Data Suppression Needs More Guidelines, UM Professor Says

Recent research shows weakness in some techniques to make data private

By Clara Turnage

New research from the University of Mississippi calls into question the methods that online shopping services use to keep users’ data private.

Online companies—including social media, online shopping, or online portal for medical facilities—collect data from users, which they use to create personalized advertising or refine marketing strategies. Often, they sell this information to other parties after making the data anonymous.

Charles Walter, assistant professor of computer and information science, and recent Ole Miss graduate Thomas Cilloni found that efforts to make this data anonymous can sometimes be reversed. In a study published in the Institute of Electrical and Electronics Engineers Xplore, they used machine learning to reveal personal data from an anonymous data set with up to 80% accuracy.

“Your data identifies you,” Walter said. “It’s incredibly important to recognize this as a problem in order to fix it. That’s why we conduct studies like this—to identify problems we need to fix.”

Data privacy describes how well online entities handle, use and store personal data. Several states—including Colorado, California and Virginia—and the European Union have passed data privacy laws but do not always provide enough regulation to keep users safe, Walter said.

Colorado, California, and Virginia’s laws require users to opt out of data collection. The EU’s General Data Protection Regulation regulates data capture, storage, usage, and sharing not just for EU-based companies, but for any online company that services those countries.

“These laws say data has to be anonymized, but they don’t describe how,” Walter said. “A lot of companies would just pull the names off of (data), but that’s not nearly enough.

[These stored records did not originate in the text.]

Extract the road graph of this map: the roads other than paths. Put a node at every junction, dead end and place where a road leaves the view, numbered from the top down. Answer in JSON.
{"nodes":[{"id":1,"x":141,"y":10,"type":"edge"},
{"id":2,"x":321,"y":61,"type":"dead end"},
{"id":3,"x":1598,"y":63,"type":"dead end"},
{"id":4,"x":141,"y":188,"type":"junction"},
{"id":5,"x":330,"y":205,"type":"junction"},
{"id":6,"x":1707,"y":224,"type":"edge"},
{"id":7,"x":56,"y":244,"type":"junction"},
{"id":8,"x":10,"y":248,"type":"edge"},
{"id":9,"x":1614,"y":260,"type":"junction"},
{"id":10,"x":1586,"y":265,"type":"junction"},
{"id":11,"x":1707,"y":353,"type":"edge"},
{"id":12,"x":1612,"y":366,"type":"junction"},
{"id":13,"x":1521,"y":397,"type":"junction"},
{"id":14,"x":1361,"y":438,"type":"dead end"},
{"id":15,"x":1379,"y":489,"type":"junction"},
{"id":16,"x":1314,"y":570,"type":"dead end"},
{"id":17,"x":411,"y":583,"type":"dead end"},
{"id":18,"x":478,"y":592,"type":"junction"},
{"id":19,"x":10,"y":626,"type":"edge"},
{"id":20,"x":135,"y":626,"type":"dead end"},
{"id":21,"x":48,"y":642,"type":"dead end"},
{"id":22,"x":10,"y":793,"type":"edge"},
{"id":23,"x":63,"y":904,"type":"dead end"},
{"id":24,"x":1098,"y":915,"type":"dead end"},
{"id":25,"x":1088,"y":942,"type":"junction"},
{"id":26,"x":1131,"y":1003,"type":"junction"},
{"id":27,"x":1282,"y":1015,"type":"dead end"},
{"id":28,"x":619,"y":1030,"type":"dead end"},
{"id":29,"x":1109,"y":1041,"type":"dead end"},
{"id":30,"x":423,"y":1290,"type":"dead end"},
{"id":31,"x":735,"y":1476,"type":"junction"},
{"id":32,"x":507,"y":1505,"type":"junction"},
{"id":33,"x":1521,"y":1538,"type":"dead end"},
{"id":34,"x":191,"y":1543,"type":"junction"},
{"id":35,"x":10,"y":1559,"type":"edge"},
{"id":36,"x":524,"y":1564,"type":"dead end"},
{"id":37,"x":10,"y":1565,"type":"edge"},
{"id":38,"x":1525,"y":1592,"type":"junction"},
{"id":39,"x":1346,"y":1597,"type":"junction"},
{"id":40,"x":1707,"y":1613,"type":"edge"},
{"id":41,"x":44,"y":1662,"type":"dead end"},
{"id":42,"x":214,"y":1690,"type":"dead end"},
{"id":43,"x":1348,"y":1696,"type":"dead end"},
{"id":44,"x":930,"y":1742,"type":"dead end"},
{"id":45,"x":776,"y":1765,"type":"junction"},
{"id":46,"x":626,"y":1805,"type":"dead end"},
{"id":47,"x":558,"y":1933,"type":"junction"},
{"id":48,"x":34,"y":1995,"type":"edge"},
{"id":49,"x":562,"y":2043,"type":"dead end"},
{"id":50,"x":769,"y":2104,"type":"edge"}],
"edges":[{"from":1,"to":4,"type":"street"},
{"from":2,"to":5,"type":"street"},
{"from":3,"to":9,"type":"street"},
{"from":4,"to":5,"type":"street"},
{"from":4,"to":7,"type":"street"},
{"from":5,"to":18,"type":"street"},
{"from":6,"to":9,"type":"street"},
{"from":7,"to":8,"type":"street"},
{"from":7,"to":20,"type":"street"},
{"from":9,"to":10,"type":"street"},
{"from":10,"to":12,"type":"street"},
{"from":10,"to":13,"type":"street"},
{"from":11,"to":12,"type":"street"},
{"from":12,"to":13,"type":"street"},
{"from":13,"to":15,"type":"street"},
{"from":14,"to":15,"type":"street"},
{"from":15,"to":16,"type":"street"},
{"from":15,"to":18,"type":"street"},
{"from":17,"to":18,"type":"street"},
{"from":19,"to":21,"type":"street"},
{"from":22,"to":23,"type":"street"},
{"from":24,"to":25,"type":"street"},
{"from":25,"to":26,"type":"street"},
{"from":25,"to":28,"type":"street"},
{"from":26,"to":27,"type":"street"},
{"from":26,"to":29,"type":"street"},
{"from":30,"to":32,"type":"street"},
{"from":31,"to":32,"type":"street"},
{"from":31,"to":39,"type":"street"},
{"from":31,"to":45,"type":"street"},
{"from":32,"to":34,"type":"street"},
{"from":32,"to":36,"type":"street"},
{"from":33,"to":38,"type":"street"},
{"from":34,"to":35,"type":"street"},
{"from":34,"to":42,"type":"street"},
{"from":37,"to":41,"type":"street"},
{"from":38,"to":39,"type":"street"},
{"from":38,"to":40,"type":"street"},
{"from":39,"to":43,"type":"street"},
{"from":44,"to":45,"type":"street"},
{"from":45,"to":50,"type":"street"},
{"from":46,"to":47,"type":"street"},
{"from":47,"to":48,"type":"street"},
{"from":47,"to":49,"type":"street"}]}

“So, the question here is how do you anonymize data effectively? How do you define anonymization?”

In the study, the researchers were able to determine a person’s level of education, income level, and whether they had children with high accuracy. Methods to keep data private should ensure that no individual user can be identified from the available data, said Cilloni, who graduated with a doctoral degree in computer science in 2023.

“You may think that a Social Security number is personally identifiable—and it is—but there are personally identifiable pieces of information that you may not expect,” he said. “Having just a birth date and birth location can very likely identify who you are.

“What we really want is for nobody to be uniquely identified by their data. There must always be a certain level of uncertainty—that’s how we ensure privacy.”

Users should also understand what keeps their data private to foster trust with online business, Cilloni said.

“Understanding how our personal information can be processed lets us make more conscious choices about what we want to share and how,” he said. “In turn, these conscious choices can increase the level of trust we have in the tools we use online.”

While nations and companies better define anonymization, it is important for users to take precautions with their data, too, the researchers said.

Choose which cookies you allow to track your data, read the terms of service, be careful with what information you share on social media, and every time you put data on the internet, make sure it is information you would be comfortable sharing with a stranger, Walter said.

“The key takeaway is a warning,” Cilloni said. “Your personal data that you share online—once it’s out, it’s out. Be careful about what you share with the internet.

“Even years after you share your personal information, that information could be around somewhere. Be mindful of what you share with the internet.”